И майор съел впервые в своей жизни кусок гуаны.
— Паштет из дроздов, сеньоры! Могу рекомендовать: эти птички теперь в самом сезоне.
— Дрозды, клянусь честью! — воскликнул майор, узнав свое любимое блюдо.
И в одно мгновение исчезло невероятное количество паштета.
Наконец слуги убрали блюда, и на столе появился десерт: всевозможные торты, кремы, желе, бланманже и невиданное количество самых разнообразных фруктов. В больших серебряных вазах лежали и золотые апельсины, и спелые ананасы, и бледно-зеленые сладкие лимоны, и сочный виноград, и черимолла, и сапоте, и гранадилья, и петахайя, и туна. Тут же стояли финики, винные ягоды, миндаль, смоквы, бананы и еще какие-то неведомые ягоды. Мы не могли надивиться всему этому, неведомо откуда явившемуся изобилию.
— Попробуйте кюрассо, джентльмены!
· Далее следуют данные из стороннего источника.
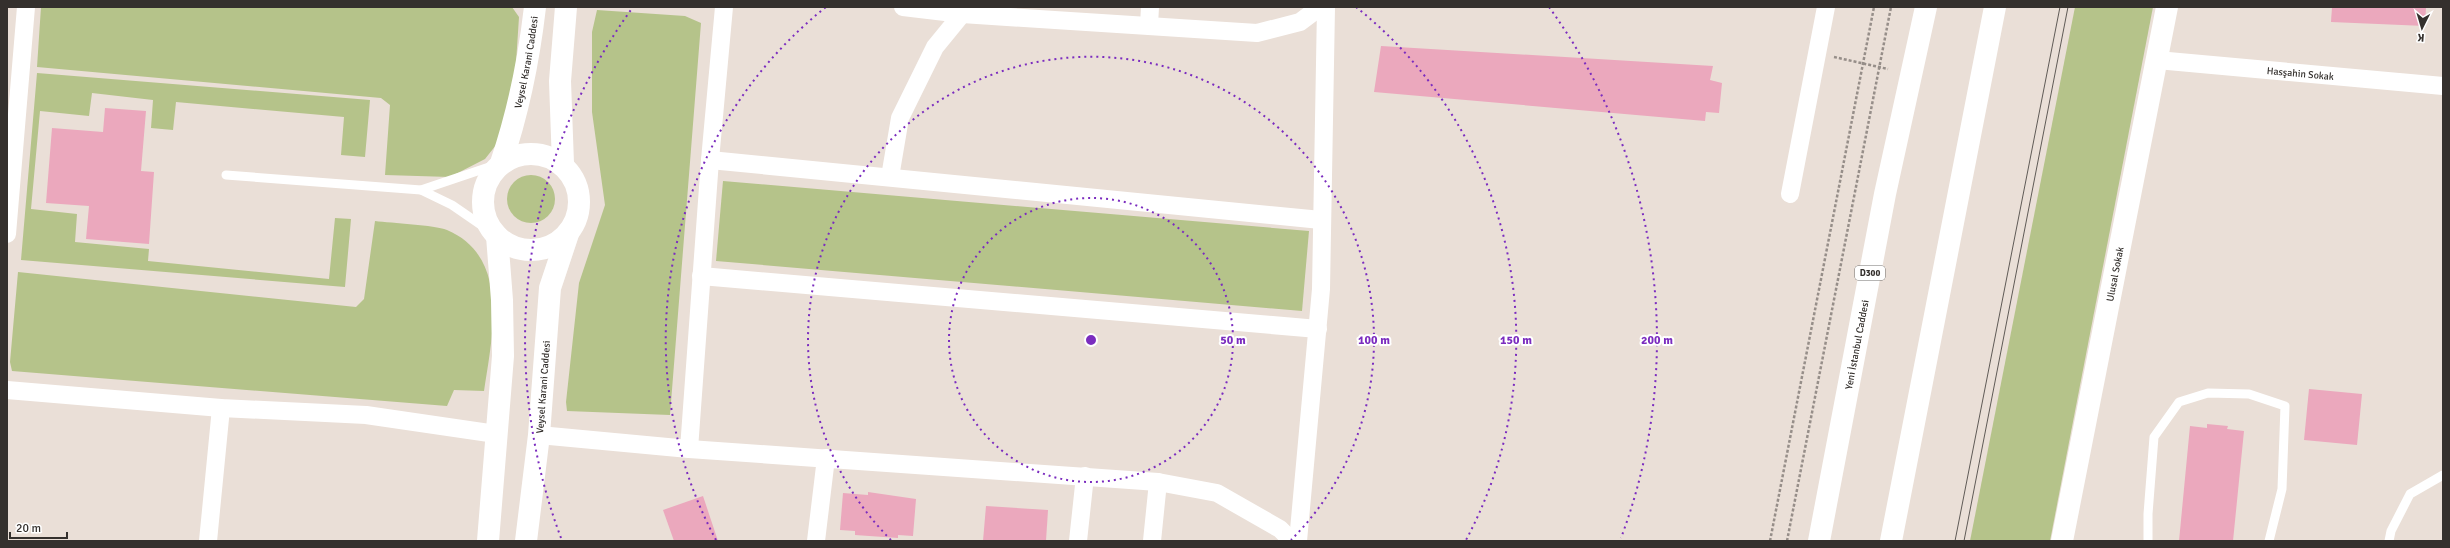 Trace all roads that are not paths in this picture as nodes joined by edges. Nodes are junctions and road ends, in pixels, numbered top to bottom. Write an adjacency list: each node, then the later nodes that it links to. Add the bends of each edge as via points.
1 (26, 7): 25 (street)
2 (535, 7): 18 (main road, Veysel Karani Caddesi, via 532,38 509,140)
3 (566, 7): 19 (main road, via 560,81)
4 (724, 7): 17 (street)
5 (903, 7): 13 (street)
6 (1150, 7): 14 (street)
7 (1320, 7): 14 (street, via 1300,22 1257,33)
8 (1326, 7): 24 (street)
9 (1826, 7): 23 (street)
10 (1926, 7): 47 (main road, Yeni İstanbul Caddesi / D300, via 1885,194)
11 (1995, 7): 48 (main road)
12 (2167, 7): 15 (main road, Ulusal Sokak)
13 (962, 14): 14 (street); 21 (street, via 935,47 900,118)
14 (1149, 25)
15 (2157, 60): 16 (street, Hasşahin Sokak); 49 (main road, Ulusal Sokak)
16 (2443, 86)
17 (710, 160): 21 (street); 28 (street)
18 (501, 163): 19 (main road, via 516,155 533,153 549,156); 22 (lane); 27 (main road, via 490,175 482,207 487,223)
19 (563, 164): 26 (main road, via 573,176 579,191 580,206 576,221)
20 (226, 175): 22 (lane)
21 (890, 177): 24 (street)
22 (421, 190): 27 (lane, via 452,205)
23 (1790, 194)
24 (1321, 220): 29 (street)
25 (7, 234)
26 (568, 234): 27 (main road, via 541,250 525,250 511,246); 33 (main road, Veysel Karani Caddesi, via 550,288)
27 (497, 236): 32 (main road, via 503,356)
28 (701, 276): 29 (street); 34 (street)
29 (1318, 328): 46 (street)
30 (7, 390): 31 (street)
31 (221, 408): 32 (street, via 366,415); 39 (street)
32 (496, 434): 40 (main road)
33 (539, 435): 34 (street); 41 (main road, Veysel Karani Caddesi)
34 (689, 449): 35 (street)
35 (826, 458): 37 (street); 42 (street)
36 (2443, 475): 52 (lane, via 2410,494)
37 (1085, 476): 38 (street); 43 (street)
38 (1158, 482): 44 (street); 45 (street, via 1217,493 1280,529)
39 (208, 541)
40 (488, 541)
41 (526, 541)
42 (816, 541)
43 (1078, 541)
44 (1152, 541)
45 (1292, 541)
46 (1298, 541)
47 (1819, 541)
48 (1891, 541)
49 (2062, 541)
50 (2148, 541): 51 (lane, via 2154,437 2179,402 2208,393 2249,394 2285,406 2282,489)
51 (2269, 541)
52 (2389, 541) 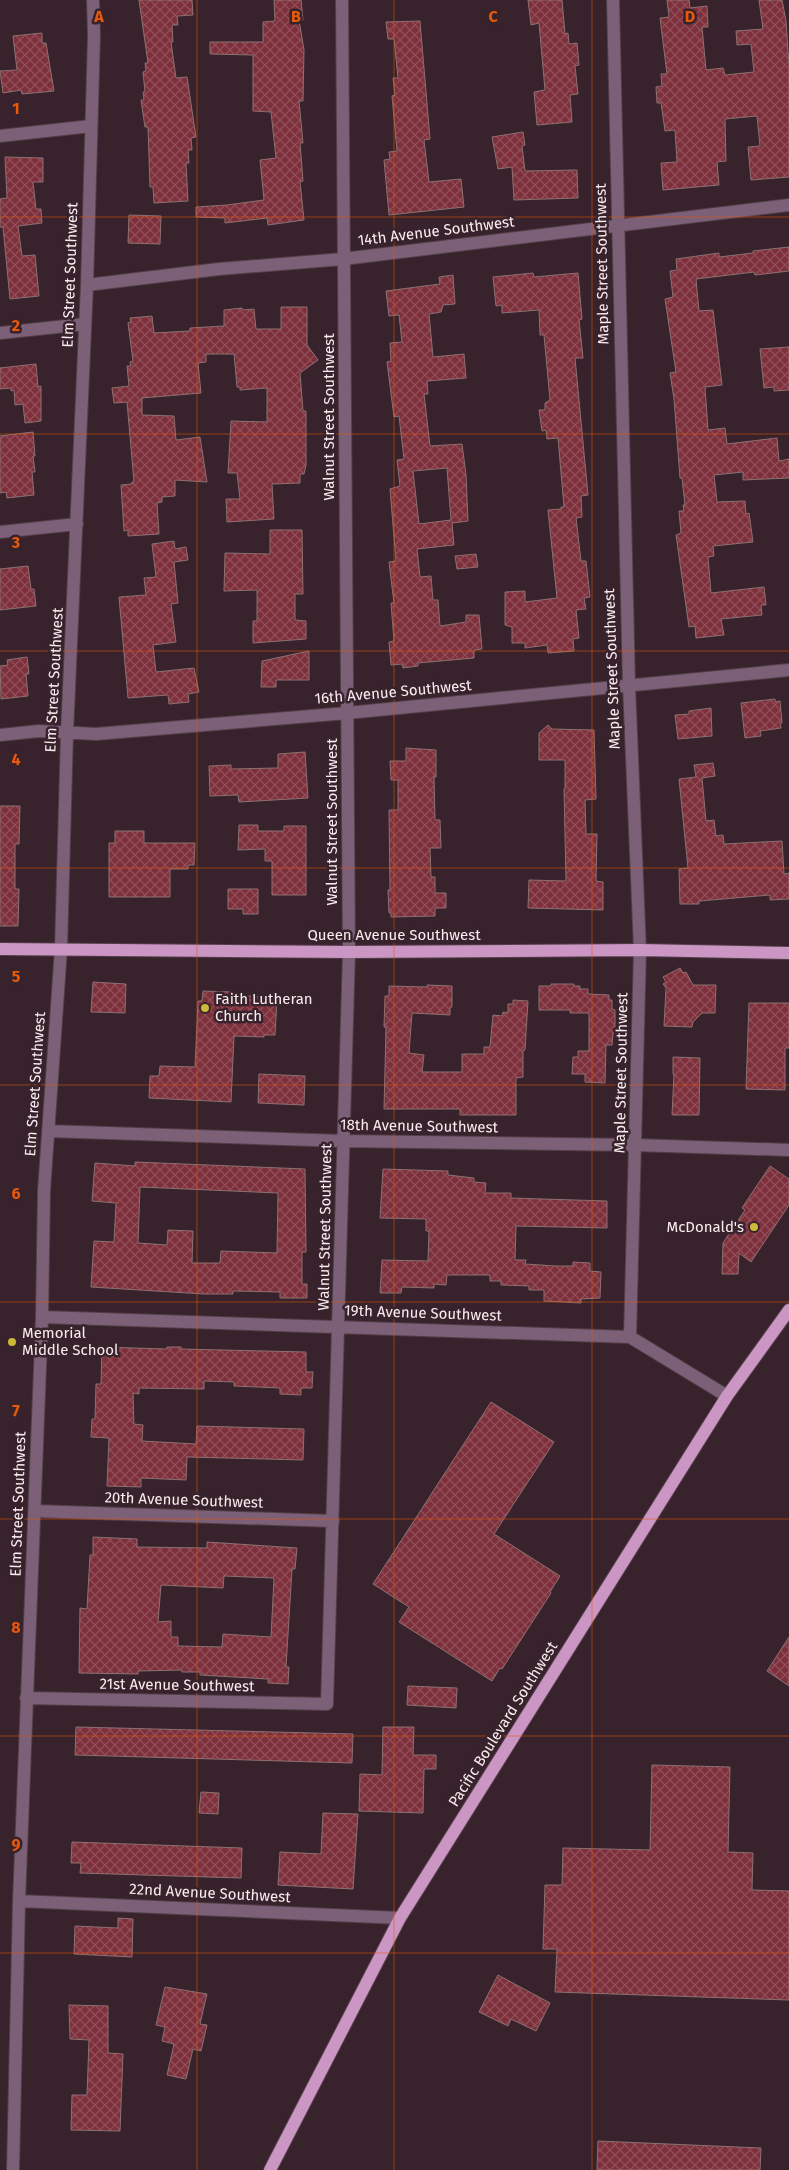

Сеньор полковник, позвольте налить вам!
— За ваше здоровье, сэр!
— Сеньор полковник, может быть, вы хотите стакан Майорки?
— Благодарю вас.
— Или, может быть, вы предпочитаете «Педро-Хименес»? У меня есть очень старый «Педро-Хименес».
— Все равно, дорогой дон Косме, совершенно все равно!
— Принеси то и другое, Рамон, да захвати бутылки две мадеры (зеленая печать)!
— Клянусь жизнью, этот старик — настоящий колдун! — пробормотал майор, пришедший в самое безоблачное настроение.
«Хотел бы я, чтобы он наколдовал нам что-нибудь, кроме этих проклятых бутылок», — подумал я, окончательно теряя терпение: девушки всё не выходили.
— Кофе, сеньоры?
Слуга внес кофе в чашках севрского фарфора.